I don’t have epilepsy, but I am honored to care for many people who live with it. My hope is that everyone with epilepsy can enjoy the summer in a way that makes them happy—whether that means running, walking, or just sitting on a bench outside. Being outdoors can help with mental health, especially during summer when the weather is nice. In the upper Midwest, winters can be hard, so summer is a great chance to get outside. Of course, we all still need sunscreen, bug spray, and to check for ticks!
Summer Safety Tips for People with Epilepsy
People with epilepsy need to take a few extra steps to stay safe in the summer. Doctors and caregivers want everyone to enjoy life, and a little planning can help prevent emergencies and reduce worry. How much someone needs to plan depends on how severe their epilepsy is.
If seizures are predictable or mostly under control, fewer precautions may be needed. But if there’s still a risk of sudden seizures, it’s good to think ahead—especially for children or adults who might need emergency medicine.
Medicines and Heat
Some seizure medicines, like zonisamide and topiramate, can make it harder for the body to cool down. This means people taking these medicines might overheat more easily. Also, some seizure and rescue medicines must be kept at the right temperature, so they don’t go bad. Check the label or ask a pharmacist how to store them safely.
It is important to maintain hydration especially if it is very hot or if you have been out in the sun working and/or playing actively. A sport drink with electrolyte supplementation such as Gatorade or Powerade, would be recommended.
Travel and Epilepsy
Summer often means travel—maybe to visit family, go to the lake, or take a trip far away. When traveling, it’s smart to bring at least two doses of rescue medicine, just in case.
Travel can also mean changes in sleep, which can make seizures more likely. A good plan may be to have a rescue medication with you or your caregiver/traveling partner in case you do have a long or repeated seizure. If someone is flying a long way, we sometimes adjust when they take their medicine or even give extra doses of calming medicine (like diazepam or clonazepam) to help prevent problems from jet lag.
If you’re going to a rural area or somewhere far from your regular doctor, it’s a good idea to:
· Know where the nearest hospital is.
· Share emergency plans with the people you’re traveling with.
· Have an acute seizure action plan which your companions are familiar
· Have a rescue medication available
· Keep your epilepsy doctor’s phone number handy.
That way, if help is needed, local doctors can talk to your regular care team and give the best care possible.
Fun Activities and Staying Safe
There are many fun summer activities people with epilepsy can enjoy—with the right safety steps. Let’s look at a few examples:
Walking and Jogging
This is an enjoyable activity after being cooped up all winter. Using sidewalks if available is preferable to the roadway. As for any person, the walker should walk facing the oncoming traffic. It is wise to wear bright reflective clothing and best to do this when traffic is lighter, although maybe not in the hottest part of the day if possible. Having a friend go with you is fun and motivational and he/she can help should you have a seizure. Be sure to have some identification on yourself and have a cell phone with you as well.
Biking
Lots of people with epilepsy love riding bikes. If seizures are not fully controlled, it’s best to avoid busy roads. Thankfully, Minnesota has many bike paths away from traffic.

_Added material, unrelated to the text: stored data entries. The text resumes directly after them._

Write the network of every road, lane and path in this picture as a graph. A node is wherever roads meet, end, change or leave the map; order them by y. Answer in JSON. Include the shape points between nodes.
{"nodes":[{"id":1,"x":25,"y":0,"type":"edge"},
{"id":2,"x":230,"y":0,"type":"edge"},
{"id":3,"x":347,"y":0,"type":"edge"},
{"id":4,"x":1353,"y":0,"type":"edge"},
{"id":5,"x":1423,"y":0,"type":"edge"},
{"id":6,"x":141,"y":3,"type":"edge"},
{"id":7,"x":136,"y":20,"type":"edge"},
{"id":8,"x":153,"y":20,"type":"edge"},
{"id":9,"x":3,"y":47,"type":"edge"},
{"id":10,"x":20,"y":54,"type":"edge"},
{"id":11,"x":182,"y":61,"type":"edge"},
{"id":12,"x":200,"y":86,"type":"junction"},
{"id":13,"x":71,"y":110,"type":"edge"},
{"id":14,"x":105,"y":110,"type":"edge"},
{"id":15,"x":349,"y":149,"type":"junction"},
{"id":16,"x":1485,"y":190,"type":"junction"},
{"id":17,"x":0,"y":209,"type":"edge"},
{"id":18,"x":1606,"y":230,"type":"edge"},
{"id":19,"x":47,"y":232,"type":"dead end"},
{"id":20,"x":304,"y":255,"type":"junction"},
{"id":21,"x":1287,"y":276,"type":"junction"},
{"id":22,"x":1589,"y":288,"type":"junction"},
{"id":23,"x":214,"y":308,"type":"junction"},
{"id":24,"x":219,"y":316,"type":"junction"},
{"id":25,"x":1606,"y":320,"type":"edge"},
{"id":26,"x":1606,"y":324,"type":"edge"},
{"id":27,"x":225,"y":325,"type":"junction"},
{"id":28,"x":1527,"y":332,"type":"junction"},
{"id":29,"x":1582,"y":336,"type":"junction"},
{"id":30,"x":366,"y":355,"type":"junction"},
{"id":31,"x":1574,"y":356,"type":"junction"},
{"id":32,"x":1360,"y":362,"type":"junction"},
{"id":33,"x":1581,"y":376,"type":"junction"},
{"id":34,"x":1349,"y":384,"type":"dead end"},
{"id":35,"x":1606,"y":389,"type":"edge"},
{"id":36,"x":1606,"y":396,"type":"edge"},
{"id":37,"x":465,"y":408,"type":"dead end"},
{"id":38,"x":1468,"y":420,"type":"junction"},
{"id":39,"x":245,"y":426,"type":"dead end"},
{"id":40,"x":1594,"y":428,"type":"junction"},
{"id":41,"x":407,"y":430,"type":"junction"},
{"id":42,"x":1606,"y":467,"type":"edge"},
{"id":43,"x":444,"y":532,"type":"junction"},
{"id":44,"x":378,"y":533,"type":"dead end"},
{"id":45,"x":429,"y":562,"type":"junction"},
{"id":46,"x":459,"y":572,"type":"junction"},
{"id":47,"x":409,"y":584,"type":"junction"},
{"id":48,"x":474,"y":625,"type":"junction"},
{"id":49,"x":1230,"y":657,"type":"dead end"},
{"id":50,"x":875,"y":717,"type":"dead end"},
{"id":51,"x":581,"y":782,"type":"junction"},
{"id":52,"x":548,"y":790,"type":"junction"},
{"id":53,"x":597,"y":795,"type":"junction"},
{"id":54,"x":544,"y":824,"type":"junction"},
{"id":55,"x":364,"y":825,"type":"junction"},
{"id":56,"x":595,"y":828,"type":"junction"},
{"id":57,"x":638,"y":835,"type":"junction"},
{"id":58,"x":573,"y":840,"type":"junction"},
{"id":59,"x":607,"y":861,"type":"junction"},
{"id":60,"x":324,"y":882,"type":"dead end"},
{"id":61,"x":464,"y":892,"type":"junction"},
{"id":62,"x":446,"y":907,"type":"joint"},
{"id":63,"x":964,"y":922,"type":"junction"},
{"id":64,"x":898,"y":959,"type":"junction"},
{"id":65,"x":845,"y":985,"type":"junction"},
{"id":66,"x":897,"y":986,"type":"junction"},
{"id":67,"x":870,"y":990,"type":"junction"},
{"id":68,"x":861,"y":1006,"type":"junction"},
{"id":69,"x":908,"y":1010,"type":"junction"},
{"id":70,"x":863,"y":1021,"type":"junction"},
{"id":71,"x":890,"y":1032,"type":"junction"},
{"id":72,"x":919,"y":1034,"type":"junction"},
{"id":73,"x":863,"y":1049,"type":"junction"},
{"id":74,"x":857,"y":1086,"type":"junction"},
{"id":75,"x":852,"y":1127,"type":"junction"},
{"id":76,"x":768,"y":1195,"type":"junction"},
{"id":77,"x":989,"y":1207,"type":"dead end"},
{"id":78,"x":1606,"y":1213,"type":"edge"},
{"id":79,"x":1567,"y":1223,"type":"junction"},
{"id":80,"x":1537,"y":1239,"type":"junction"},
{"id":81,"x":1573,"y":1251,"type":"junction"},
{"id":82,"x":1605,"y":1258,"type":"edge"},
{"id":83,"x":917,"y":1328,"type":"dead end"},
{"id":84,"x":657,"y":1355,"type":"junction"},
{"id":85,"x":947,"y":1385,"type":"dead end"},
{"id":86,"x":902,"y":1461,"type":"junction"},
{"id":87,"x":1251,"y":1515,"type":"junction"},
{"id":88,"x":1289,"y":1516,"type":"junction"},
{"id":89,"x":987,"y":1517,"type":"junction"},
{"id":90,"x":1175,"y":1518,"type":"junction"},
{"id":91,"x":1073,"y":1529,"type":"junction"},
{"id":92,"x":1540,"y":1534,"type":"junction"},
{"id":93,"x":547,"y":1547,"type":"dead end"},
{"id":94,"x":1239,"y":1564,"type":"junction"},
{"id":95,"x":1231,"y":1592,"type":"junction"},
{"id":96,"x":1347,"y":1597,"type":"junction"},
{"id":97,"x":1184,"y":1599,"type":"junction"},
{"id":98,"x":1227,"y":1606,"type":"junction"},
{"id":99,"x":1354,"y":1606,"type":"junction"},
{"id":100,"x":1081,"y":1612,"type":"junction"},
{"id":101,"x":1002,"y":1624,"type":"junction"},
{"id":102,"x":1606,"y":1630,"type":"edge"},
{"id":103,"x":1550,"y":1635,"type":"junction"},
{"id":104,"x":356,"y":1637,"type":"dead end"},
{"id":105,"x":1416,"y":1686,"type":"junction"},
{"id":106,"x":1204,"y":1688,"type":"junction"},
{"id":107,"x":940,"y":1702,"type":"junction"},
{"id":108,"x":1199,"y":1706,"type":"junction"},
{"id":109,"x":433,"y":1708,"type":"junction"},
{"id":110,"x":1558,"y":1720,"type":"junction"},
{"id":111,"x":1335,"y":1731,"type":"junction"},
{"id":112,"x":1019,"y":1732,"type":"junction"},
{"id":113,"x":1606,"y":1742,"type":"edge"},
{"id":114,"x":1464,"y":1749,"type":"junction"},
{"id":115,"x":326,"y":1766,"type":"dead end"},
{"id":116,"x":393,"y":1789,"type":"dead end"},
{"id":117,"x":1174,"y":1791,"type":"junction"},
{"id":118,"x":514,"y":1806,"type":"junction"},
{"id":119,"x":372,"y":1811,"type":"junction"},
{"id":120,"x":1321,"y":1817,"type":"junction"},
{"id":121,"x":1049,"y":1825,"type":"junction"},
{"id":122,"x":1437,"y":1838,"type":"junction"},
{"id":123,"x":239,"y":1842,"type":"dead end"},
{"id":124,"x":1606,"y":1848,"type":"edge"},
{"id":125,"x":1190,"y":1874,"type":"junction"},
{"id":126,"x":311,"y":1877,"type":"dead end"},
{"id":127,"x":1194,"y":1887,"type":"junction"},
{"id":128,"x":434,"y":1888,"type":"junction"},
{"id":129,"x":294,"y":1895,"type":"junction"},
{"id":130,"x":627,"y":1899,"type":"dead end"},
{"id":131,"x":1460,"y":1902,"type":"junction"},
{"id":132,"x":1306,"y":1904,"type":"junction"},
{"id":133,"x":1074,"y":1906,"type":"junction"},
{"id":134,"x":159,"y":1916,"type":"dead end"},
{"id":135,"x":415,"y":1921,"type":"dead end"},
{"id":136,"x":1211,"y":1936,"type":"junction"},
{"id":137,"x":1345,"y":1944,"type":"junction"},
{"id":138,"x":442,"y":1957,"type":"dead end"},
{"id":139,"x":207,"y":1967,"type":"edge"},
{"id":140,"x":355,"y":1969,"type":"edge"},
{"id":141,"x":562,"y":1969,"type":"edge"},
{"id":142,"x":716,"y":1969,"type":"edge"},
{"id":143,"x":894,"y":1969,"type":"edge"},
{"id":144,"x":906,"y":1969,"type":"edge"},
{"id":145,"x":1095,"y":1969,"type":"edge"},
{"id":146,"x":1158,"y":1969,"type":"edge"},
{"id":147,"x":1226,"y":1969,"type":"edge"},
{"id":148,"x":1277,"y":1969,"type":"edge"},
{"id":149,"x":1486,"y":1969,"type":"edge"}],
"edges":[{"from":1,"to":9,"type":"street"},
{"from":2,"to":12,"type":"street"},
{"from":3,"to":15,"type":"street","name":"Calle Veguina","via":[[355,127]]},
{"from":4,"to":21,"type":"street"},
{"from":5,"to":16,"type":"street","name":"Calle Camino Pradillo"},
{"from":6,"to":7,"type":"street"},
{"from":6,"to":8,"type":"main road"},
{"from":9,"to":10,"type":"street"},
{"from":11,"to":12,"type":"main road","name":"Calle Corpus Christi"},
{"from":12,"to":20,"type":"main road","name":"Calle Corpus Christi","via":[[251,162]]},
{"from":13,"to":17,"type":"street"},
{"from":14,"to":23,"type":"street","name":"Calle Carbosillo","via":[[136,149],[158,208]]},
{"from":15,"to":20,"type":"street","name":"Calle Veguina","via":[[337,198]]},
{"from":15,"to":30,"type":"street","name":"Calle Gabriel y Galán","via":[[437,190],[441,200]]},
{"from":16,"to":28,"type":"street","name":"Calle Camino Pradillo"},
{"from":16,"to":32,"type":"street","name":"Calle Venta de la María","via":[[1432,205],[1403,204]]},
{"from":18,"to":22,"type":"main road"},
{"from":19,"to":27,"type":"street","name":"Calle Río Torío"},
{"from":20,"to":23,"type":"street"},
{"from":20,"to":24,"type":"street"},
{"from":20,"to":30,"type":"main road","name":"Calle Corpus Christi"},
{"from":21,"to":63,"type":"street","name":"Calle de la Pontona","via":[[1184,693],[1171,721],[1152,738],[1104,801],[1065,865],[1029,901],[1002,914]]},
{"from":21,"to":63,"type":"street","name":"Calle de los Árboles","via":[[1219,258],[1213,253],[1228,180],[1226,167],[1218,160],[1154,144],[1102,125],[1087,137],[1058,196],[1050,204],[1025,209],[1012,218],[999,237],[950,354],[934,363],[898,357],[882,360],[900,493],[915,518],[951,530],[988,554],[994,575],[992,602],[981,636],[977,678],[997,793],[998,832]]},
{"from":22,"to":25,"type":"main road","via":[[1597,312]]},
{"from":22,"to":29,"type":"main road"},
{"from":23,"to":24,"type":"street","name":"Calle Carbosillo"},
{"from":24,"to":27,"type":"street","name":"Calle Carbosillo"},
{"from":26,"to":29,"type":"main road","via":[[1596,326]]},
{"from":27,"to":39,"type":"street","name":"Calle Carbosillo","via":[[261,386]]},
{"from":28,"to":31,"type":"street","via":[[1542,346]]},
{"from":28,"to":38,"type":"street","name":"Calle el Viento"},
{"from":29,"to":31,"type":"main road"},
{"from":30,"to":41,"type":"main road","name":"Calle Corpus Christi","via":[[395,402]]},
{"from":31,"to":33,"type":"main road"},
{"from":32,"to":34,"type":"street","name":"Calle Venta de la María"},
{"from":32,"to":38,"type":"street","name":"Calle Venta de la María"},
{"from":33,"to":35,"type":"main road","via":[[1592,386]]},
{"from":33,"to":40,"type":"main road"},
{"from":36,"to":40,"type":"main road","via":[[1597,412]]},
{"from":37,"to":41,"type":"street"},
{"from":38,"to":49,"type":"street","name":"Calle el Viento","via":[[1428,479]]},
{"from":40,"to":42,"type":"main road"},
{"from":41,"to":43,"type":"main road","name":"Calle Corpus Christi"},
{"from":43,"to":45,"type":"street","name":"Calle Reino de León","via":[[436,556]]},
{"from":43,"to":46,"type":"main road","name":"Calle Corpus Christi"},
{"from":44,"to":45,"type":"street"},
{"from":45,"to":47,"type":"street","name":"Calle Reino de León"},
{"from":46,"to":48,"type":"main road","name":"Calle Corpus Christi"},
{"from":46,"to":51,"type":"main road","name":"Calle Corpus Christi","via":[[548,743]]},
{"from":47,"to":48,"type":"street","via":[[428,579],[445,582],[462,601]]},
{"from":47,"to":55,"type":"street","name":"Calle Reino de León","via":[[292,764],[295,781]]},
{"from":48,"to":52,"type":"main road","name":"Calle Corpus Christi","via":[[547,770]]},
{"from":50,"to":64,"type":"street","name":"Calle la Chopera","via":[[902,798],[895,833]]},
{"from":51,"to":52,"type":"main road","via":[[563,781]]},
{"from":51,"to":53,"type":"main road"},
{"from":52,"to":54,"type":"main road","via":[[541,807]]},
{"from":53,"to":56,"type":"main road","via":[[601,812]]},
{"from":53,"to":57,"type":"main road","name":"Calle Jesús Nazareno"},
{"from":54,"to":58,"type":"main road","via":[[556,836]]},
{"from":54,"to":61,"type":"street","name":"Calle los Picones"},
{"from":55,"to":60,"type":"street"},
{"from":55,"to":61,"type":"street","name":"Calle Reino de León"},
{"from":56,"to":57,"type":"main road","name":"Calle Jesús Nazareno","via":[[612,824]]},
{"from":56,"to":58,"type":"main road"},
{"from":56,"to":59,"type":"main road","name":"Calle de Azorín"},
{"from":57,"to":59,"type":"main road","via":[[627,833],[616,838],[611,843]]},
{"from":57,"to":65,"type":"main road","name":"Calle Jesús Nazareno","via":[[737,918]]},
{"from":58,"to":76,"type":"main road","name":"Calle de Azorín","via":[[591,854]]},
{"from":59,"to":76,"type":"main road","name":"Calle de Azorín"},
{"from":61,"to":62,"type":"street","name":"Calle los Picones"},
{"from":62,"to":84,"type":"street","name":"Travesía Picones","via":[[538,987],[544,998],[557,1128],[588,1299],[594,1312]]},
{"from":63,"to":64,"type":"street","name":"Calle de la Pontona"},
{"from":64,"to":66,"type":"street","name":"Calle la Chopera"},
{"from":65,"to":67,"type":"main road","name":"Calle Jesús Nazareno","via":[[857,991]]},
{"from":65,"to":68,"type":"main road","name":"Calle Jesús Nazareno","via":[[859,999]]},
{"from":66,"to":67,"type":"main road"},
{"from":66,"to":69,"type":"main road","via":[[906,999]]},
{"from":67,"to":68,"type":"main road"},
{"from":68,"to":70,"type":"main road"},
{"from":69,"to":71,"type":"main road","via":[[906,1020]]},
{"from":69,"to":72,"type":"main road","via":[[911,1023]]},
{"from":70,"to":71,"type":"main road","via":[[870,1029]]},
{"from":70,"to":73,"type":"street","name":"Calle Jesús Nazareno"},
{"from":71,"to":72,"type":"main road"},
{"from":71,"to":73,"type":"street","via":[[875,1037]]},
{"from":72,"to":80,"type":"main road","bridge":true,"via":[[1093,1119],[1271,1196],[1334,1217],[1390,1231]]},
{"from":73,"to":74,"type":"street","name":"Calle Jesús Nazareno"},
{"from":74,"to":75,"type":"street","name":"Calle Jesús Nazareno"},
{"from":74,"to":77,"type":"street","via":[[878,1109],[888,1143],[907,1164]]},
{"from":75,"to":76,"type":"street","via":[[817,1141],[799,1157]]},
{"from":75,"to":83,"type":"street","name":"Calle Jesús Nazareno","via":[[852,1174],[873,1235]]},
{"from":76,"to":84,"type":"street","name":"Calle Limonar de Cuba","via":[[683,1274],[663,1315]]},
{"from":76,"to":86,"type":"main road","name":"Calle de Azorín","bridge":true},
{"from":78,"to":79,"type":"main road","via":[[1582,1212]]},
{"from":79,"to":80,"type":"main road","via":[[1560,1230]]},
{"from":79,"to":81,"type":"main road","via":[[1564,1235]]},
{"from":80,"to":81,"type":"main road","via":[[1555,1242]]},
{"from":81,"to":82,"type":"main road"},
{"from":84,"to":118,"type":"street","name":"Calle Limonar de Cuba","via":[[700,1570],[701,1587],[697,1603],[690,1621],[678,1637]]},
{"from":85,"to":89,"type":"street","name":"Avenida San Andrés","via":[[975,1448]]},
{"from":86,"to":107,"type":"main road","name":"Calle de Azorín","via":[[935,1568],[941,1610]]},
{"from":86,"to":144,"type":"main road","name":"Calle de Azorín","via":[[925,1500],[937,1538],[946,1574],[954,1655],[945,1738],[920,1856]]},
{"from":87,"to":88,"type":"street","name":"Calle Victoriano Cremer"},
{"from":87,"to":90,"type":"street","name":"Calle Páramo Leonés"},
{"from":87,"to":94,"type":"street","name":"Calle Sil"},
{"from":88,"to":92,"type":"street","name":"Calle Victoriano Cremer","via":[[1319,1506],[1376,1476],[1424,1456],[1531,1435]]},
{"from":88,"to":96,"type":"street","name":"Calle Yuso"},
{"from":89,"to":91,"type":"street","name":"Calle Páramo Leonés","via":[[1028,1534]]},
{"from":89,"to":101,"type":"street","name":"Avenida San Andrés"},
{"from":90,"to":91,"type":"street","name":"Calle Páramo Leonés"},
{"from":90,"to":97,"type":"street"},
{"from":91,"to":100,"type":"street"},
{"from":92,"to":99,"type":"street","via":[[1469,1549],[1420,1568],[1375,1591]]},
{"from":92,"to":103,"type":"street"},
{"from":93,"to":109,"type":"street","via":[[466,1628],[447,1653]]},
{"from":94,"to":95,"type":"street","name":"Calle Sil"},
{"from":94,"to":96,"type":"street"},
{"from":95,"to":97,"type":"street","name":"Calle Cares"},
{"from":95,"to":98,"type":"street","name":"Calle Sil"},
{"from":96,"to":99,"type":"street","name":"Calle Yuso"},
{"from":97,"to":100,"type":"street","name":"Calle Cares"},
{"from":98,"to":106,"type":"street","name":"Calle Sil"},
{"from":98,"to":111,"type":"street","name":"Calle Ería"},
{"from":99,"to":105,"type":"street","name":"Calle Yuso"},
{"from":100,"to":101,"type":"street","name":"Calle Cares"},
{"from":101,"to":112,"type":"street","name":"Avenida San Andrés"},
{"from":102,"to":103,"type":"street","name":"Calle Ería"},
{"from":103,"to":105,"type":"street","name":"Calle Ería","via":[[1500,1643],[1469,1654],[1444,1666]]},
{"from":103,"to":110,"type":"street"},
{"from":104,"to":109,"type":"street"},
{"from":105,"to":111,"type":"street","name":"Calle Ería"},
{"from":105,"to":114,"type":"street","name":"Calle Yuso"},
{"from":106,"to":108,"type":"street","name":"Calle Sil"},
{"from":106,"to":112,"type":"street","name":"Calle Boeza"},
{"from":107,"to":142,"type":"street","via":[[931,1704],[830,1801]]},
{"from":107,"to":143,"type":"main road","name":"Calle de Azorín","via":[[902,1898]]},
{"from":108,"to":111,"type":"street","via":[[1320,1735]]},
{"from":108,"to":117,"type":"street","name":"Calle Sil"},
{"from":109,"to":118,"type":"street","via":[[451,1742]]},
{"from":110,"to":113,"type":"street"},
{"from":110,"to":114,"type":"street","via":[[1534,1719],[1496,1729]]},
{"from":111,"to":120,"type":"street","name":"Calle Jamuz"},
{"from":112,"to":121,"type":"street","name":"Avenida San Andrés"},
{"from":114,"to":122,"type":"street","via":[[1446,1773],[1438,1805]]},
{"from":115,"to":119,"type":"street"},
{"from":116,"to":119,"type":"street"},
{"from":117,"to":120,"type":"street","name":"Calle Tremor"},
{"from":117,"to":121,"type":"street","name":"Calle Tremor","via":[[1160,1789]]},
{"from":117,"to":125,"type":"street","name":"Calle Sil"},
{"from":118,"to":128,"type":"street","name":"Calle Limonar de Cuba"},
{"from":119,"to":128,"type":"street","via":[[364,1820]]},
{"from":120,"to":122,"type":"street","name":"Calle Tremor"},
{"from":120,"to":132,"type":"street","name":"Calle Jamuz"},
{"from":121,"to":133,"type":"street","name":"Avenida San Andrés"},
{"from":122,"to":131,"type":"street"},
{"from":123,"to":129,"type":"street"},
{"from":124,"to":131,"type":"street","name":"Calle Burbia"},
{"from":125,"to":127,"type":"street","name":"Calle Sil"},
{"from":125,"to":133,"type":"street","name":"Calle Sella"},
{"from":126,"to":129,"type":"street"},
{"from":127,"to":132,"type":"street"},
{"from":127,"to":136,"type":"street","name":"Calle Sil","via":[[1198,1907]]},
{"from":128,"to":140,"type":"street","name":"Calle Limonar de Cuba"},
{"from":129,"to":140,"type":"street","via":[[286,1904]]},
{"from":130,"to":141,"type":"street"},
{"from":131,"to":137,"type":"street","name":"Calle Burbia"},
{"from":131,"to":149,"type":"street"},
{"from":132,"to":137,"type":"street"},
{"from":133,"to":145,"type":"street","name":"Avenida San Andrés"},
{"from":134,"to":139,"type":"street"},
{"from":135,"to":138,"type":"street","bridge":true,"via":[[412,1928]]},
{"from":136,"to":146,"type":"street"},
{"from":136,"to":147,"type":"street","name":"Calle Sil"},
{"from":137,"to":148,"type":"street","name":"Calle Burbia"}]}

If someone can’t ride alone or is too young, there are great options like tandem bikes or adaptive bikes. Some adults use electric bikes to get around more easily. These can be expensive, but families often find creative ways to afford them—like fundraisers, grants, or finding used ones online. It may be useful to bike with a buddy. It can be fun for you both and he/she could help if you do have a seizure.
I remember one adult with frequent seizures who loved long bike rides. He used to fall off a regular bike during seizures, so his family got him a recumbent bike (which is lower to the ground and safer). His family always went with him and carried rescue medicine just in case. Biking helped him stay happy and healthy.
Swimming
Fewer topics create more concern than water safety and epilepsy. Swimming is fun but needs special care. Almost all my patients swim, but how they do it depends on their epilepsy.
· For those with uncontrolled seizures, swimming in a pool with a life jacket that keeps the face up is a safe choice. These are sometimes freely available at public pools but must fit properly. Swimming with a buddy is highly recommended.
· If seizures are rare or well-controlled, swimming with a buddy is still a smart idea.
· Murky water (like lakes or ponds where you can’t see the bottom) is dangerous for everyone, but especially for someone who might have a seizure and might not be easy to locate if they were to have a seizure in the water.
It’s also important to remember that seizures and water don’t just happen at the beach or pool. I’ve cared for people who almost drowned in a shower, when water built up due to the drain being blocked by their body which blocked the drain during a seizure. Always be careful with water.
In Conclusion
Having epilepsy means you might need to take extra steps to stay safe in the summer—but that doesn’t mean missing out on the fun! With a little planning, people with epilepsy can enjoy outdoor activities, feel better mentally, and stay safe. Let’s work together so everyone can enjoy the sunshine and live their best summer life.